Tennis is also pretty big in the area, and there is a court owned by Wings Neck Trust, just off S Road, that residents can use. Many private homes on Wings Neck have tennis courts, so keep watch for one of those listings if you're a tennis player.
Finally, the location of Wings Neck makes it easy to head to Pocasset, where you'll find Barlows Landing Beach, along with restaurants, parks, and a golf course. Despite the serenity you'll encounter on the peninsula, you're only a few minutes from the amenities of Bourne, as well.
Wings Neck's Famous Lighthouse
We touched on the famous Wings Neck Lighthouse earlier, but there are many great stories to go along with this historic venue. The lighthouse sits on two acres of land and has a private beach. Today, the tower is privately owned, so you can't visit without permission, although you can view it from the water.
Throughout its history, the house beside the lighthouse was inhabited by the keeper. The keeper is responsible for not only warning approaching boats about Wings Neck and guiding them through Buzzards Bay but also performing rescues when trouble arises.
For example, George Addison Howard became lighthouse keeper in 1921, and along with his brother, William, is credited with saving five lives in 1931 and eight more in 1932. It is said that William saved 37 lives on his own while acting as an assistant lighthouse keeper.
There's also a story where President Warren G. Harding was sailing on the presidential yacht off Cape Cod when bad weather made it impossible to carry on. The ship anchored just off Wings Neck and in the morning, Wallace Eldredge, the lighthouse keeper at the time, gave him a 21-gun salute-style sendoff with the fog bell.
In 1943, an automated lighthouse tower was constructed, putting an end to the era of Wings Neck Light. The history of the lighthouse, however, is as rich as the area itself and is well worth learning about if you’re into marine legends or want more knowledge on this unique part of the Cape.
Houses on the Peninsula
Houses for sale on Wings Neck can be challenging to find, mainly because many homes are passed down from generation to generation. At the same time, listings do come available, and they usually have a few standard features.
First of all, most houses on Wings Neck have a large plot of land. In fact, it’s not uncommon to end up with more than an acre of property when buying a home on Wings Neck, with some of the larger plots encompassing eight or more acres.
Additionally, many properties include private beach access, since there is water virtually surrounding the entire peninsula.
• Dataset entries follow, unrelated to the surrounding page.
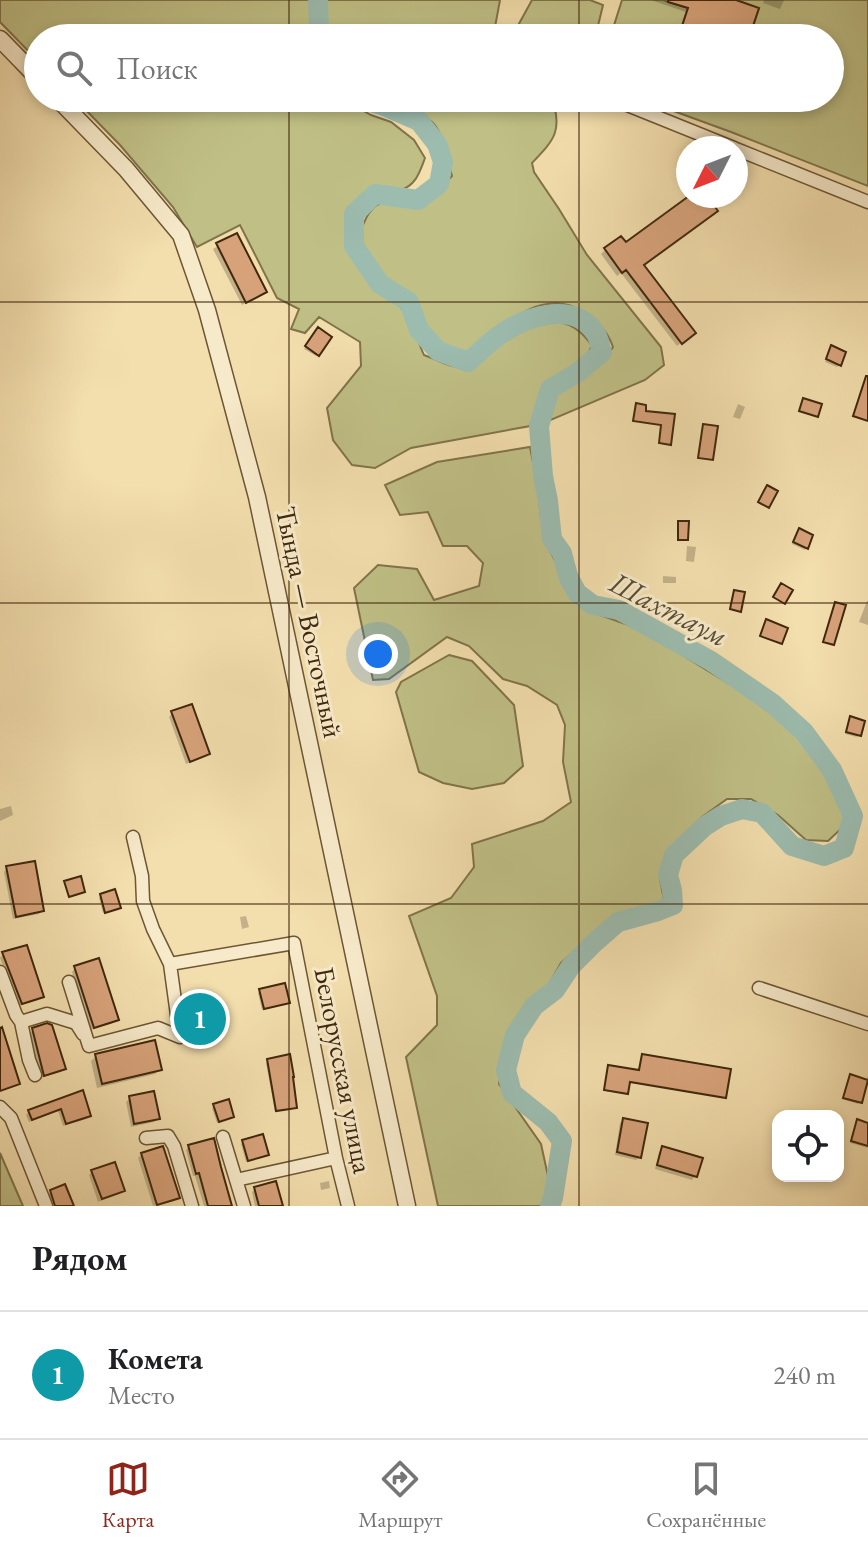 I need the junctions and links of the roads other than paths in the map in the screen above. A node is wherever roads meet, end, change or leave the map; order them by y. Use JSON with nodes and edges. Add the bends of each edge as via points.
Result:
{"nodes":[{"id":1,"x":0,"y":39,"type":"edge"},
{"id":2,"x":24,"y":64,"type":"edge"},
{"id":3,"x":71,"y":112,"type":"edge"},
{"id":4,"x":645,"y":112,"type":"edge"},
{"id":5,"x":705,"y":136,"type":"edge"},
{"id":6,"x":748,"y":153,"type":"edge"},
{"id":7,"x":868,"y":202,"type":"edge"},
{"id":8,"x":133,"y":837,"type":"dead end"},
{"id":9,"x":170,"y":964,"type":"junction"},
{"id":10,"x":0,"y":972,"type":"edge"},
{"id":11,"x":69,"y":982,"type":"dead end"},
{"id":12,"x":759,"y":988,"type":"dead end"},
{"id":13,"x":21,"y":1022,"type":"junction"},
{"id":14,"x":868,"y":1024,"type":"edge"},
{"id":15,"x":89,"y":1046,"type":"junction"},
{"id":16,"x":35,"y":1075,"type":"dead end"},
{"id":17,"x":0,"y":1107,"type":"edge"},
{"id":18,"x":223,"y":1137,"type":"dead end"},
{"id":19,"x":146,"y":1138,"type":"dead end"},
{"id":20,"x":336,"y":1158,"type":"junction"},
{"id":21,"x":236,"y":1180,"type":"junction"},
{"id":22,"x":46,"y":1206,"type":"edge"},
{"id":23,"x":192,"y":1206,"type":"edge"},
{"id":24,"x":244,"y":1206,"type":"edge"},
{"id":25,"x":348,"y":1206,"type":"edge"},
{"id":26,"x":407,"y":1206,"type":"edge"}],
"edges":[{"from":1,"to":2,"type":"street"},
{"from":3,"to":26,"type":"street","name":"Тында — Восточный","via":[[181,235],[207,310],[257,497]]},
{"from":4,"to":5,"type":"street"},
{"from":6,"to":7,"type":"street"},
{"from":8,"to":9,"type":"street","via":[[143,901]]},
{"from":9,"to":15,"type":"street","via":[[180,1037],[158,1028]]},
{"from":9,"to":20,"type":"street","name":"Белорусская улица","via":[[294,943]]},
{"from":10,"to":13,"type":"street"},
{"from":11,"to":15,"type":"street"},
{"from":12,"to":14,"type":"street"},
{"from":13,"to":15,"type":"street","via":[[58,1016],[76,1023]]},
{"from":13,"to":16,"type":"street"},
{"from":17,"to":22,"type":"street","via":[[11,1118]]},
{"from":18,"to":21,"type":"street"},
{"from":19,"to":23,"type":"street","via":[[168,1136]]},
{"from":20,"to":21,"type":"street"},
{"from":20,"to":25,"type":"street","name":"Белорусская улица"},
{"from":21,"to":24,"type":"street"}]} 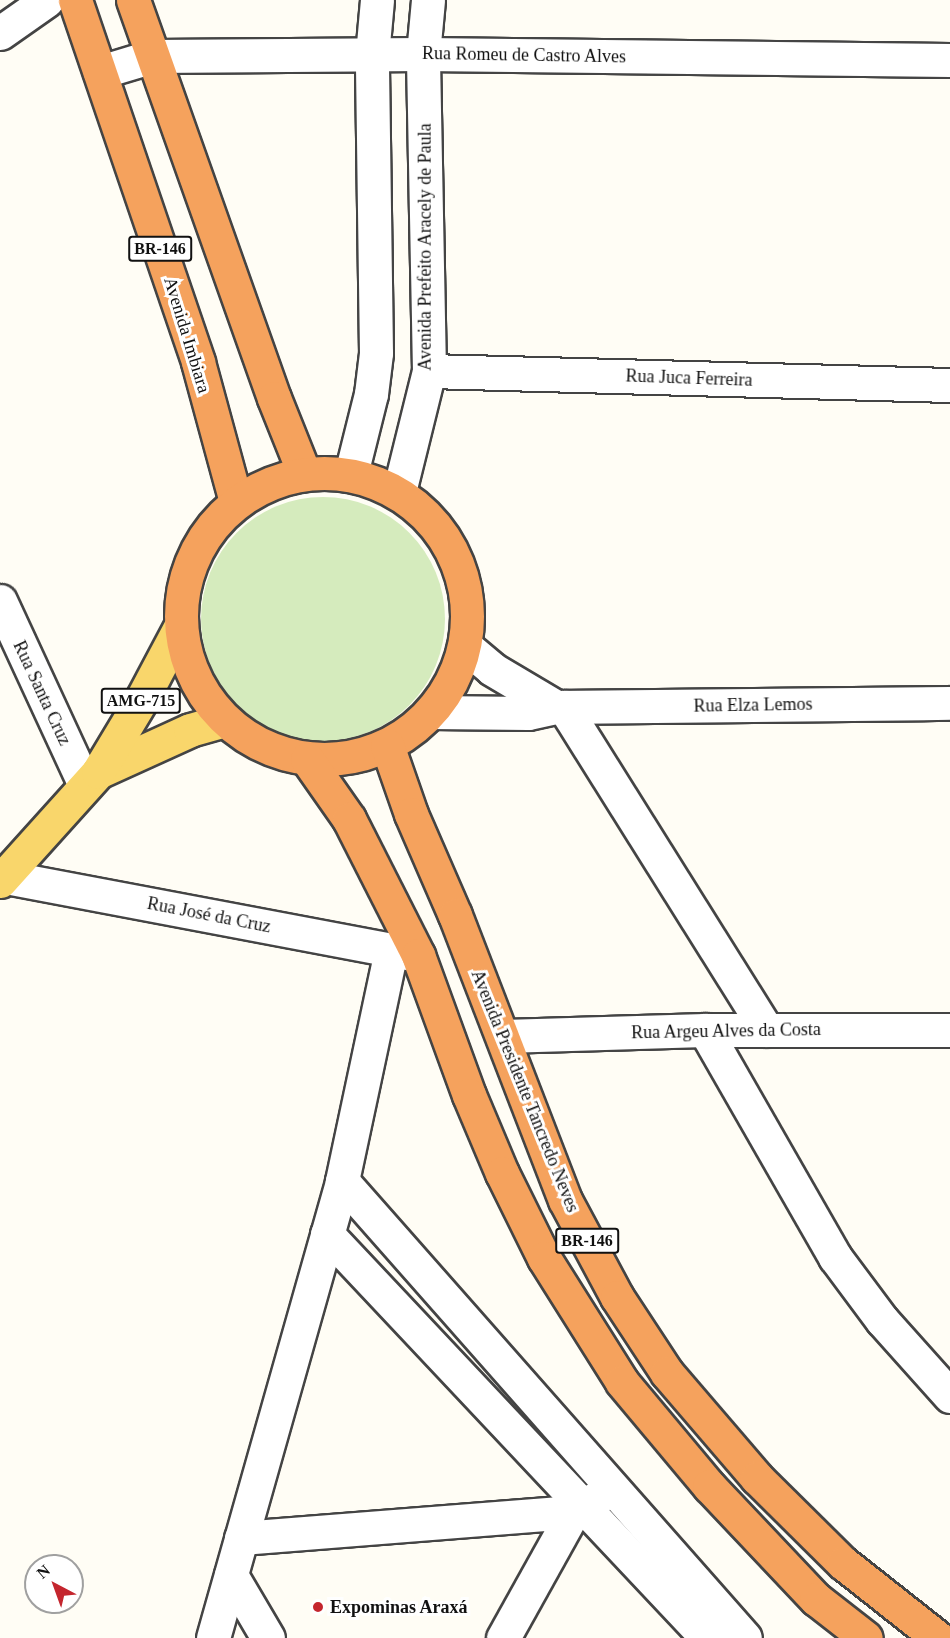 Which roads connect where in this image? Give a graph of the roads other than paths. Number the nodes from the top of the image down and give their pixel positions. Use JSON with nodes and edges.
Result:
{"nodes":[{"id":1,"x":47,"y":0,"type":"edge"},
{"id":2,"x":75,"y":0,"type":"edge"},
{"id":3,"x":133,"y":0,"type":"edge"},
{"id":4,"x":377,"y":0,"type":"edge"},
{"id":5,"x":428,"y":0,"type":"edge"},
{"id":6,"x":0,"y":33,"type":"edge"},
{"id":7,"x":423,"y":54,"type":"junction"},
{"id":8,"x":372,"y":55,"type":"junction"},
{"id":9,"x":153,"y":56,"type":"junction"},
{"id":10,"x":950,"y":60,"type":"edge"},
{"id":11,"x":100,"y":72,"type":"junction"},
{"id":12,"x":429,"y":371,"type":"junction"},
{"id":13,"x":950,"y":385,"type":"edge"},
{"id":14,"x":304,"y":473,"type":"junction"},
{"id":15,"x":351,"y":474,"type":"junction"},
{"id":16,"x":399,"y":492,"type":"junction"},
{"id":17,"x":236,"y":502,"type":"junction"},
{"id":18,"x":0,"y":601,"type":"edge"},
{"id":19,"x":180,"y":627,"type":"junction"},
{"id":20,"x":465,"y":646,"type":"junction"},
{"id":21,"x":950,"y":703,"type":"edge"},
{"id":22,"x":560,"y":707,"type":"junction"},
{"id":23,"x":431,"y":712,"type":"junction"},
{"id":24,"x":224,"y":720,"type":"junction"},
{"id":25,"x":387,"y":745,"type":"junction"},
{"id":26,"x":307,"y":759,"type":"junction"},
{"id":27,"x":91,"y":778,"type":"junction"},
{"id":28,"x":1,"y":878,"type":"edge"},
{"id":29,"x":405,"y":952,"type":"junction"},
{"id":30,"x":705,"y":1030,"type":"junction"},
{"id":31,"x":767,"y":1030,"type":"junction"},
{"id":32,"x":950,"y":1030,"type":"edge"},
{"id":33,"x":503,"y":1036,"type":"junction"},
{"id":34,"x":342,"y":1181,"type":"junction"},
{"id":35,"x":327,"y":1234,"type":"junction"},
{"id":36,"x":950,"y":1396,"type":"edge"},
{"id":37,"x":612,"y":1488,"type":"junction"},
{"id":38,"x":578,"y":1509,"type":"junction"},
{"id":39,"x":241,"y":1538,"type":"junction"},
{"id":40,"x":231,"y":1575,"type":"junction"},
{"id":41,"x":213,"y":1638,"type":"edge"},
{"id":42,"x":268,"y":1638,"type":"edge"},
{"id":43,"x":503,"y":1638,"type":"edge"},
{"id":44,"x":707,"y":1638,"type":"edge"},
{"id":45,"x":745,"y":1638,"type":"edge"},
{"id":46,"x":866,"y":1638,"type":"edge"},
{"id":47,"x":938,"y":1638,"type":"edge"}],
"edges":[{"from":1,"to":6,"type":"street"},
{"from":2,"to":11,"type":"highway","name":"Avenida Imbiara","number":"BR-146"},
{"from":3,"to":9,"type":"highway","number":"BR-146"},
{"from":4,"to":8,"type":"street"},
{"from":5,"to":7,"type":"street","name":"Avenida Prefeito Aracely de Paula"},
{"from":7,"to":8,"type":"street","name":"Rua Romeu de Castro Alves"},
{"from":7,"to":10,"type":"street","name":"Rua Romeu de Castro Alves"},
{"from":7,"to":12,"type":"street","name":"Avenida Prefeito Aracely de Paula"},
{"from":8,"to":9,"type":"street","name":"Rua Romeu de Castro Alves"},
{"from":8,"to":15,"type":"street"},
{"from":9,"to":11,"type":"street","name":"Rua Romeu de Castro Alves"},
{"from":9,"to":14,"type":"highway","number":"BR-146"},
{"from":11,"to":17,"type":"highway","name":"Avenida Imbiara","number":"BR-146"},
{"from":12,"to":13,"type":"street","name":"Rua Juca Ferreira"},
{"from":12,"to":16,"type":"street","name":"Avenida Prefeito Aracely de Paula"},
{"from":14,"to":15,"type":"highway"},
{"from":14,"to":17,"type":"highway"},
{"from":15,"to":16,"type":"highway"},
{"from":16,"to":20,"type":"highway"},
{"from":17,"to":19,"type":"highway"},
{"from":18,"to":27,"type":"street","name":"Rua Santa Cruz"},
{"from":19,"to":24,"type":"highway"},
{"from":19,"to":27,"type":"main road","number":"AMG-715"},
{"from":20,"to":22,"type":"street"},
{"from":20,"to":23,"type":"highway"},
{"from":21,"to":22,"type":"street","name":"Rua Elza Lemos"},
{"from":22,"to":23,"type":"street","name":"Rua Elza Lemos"},
{"from":22,"to":31,"type":"street"},
{"from":23,"to":25,"type":"highway"},
{"from":24,"to":26,"type":"highway"},
{"from":24,"to":27,"type":"main road","number":"AMG-715"},
{"from":25,"to":26,"type":"highway"},
{"from":25,"to":33,"type":"highway","name":"Avenida Presidente Tancredo Neves","number":"BR-146"},
{"from":26,"to":29,"type":"highway","number":"BR-146"},
{"from":27,"to":28,"type":"main road","number":"AMG-715"},
{"from":28,"to":29,"type":"street","name":"Rua José da Cruz"},
{"from":29,"to":34,"type":"street"},
{"from":29,"to":46,"type":"highway","number":"BR-146"},
{"from":30,"to":31,"type":"street","name":"Rua Argeu Alves da Costa"},
{"from":30,"to":33,"type":"street","name":"Rua Argeu Alves da Costa"},
{"from":30,"to":36,"type":"street"},
{"from":31,"to":32,"type":"street","name":"Rua Argeu Alves da Costa"},
{"from":33,"to":47,"type":"highway","name":"Avenida Presidente Tancredo Neves","number":"BR-146"},
{"from":34,"to":35,"type":"street"},
{"from":34,"to":37,"type":"street"},
{"from":35,"to":38,"type":"street"},
{"from":35,"to":39,"type":"street"},
{"from":37,"to":38,"type":"street"},
{"from":37,"to":45,"type":"street"},
{"from":38,"to":39,"type":"street"},
{"from":38,"to":43,"type":"street"},
{"from":38,"to":44,"type":"street"},
{"from":39,"to":40,"type":"street"},
{"from":40,"to":41,"type":"street"},
{"from":40,"to":42,"type":"street"}]}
Most properties are also hidden because of the dense layer of trees and brush throughout the whole area. If you don’t know where you’re going on Wings Neck, it’s easy to get lost in the wilderness here, especially when you’re away from the shoreline.
Wings Neck is another one of those extraordinary communities that you won’t find anywhere else but on Cape Cod. For those who want peace, quiet, and exclusivity, while still having easy access to in-town amenities, Wings Neck is an absolute dream.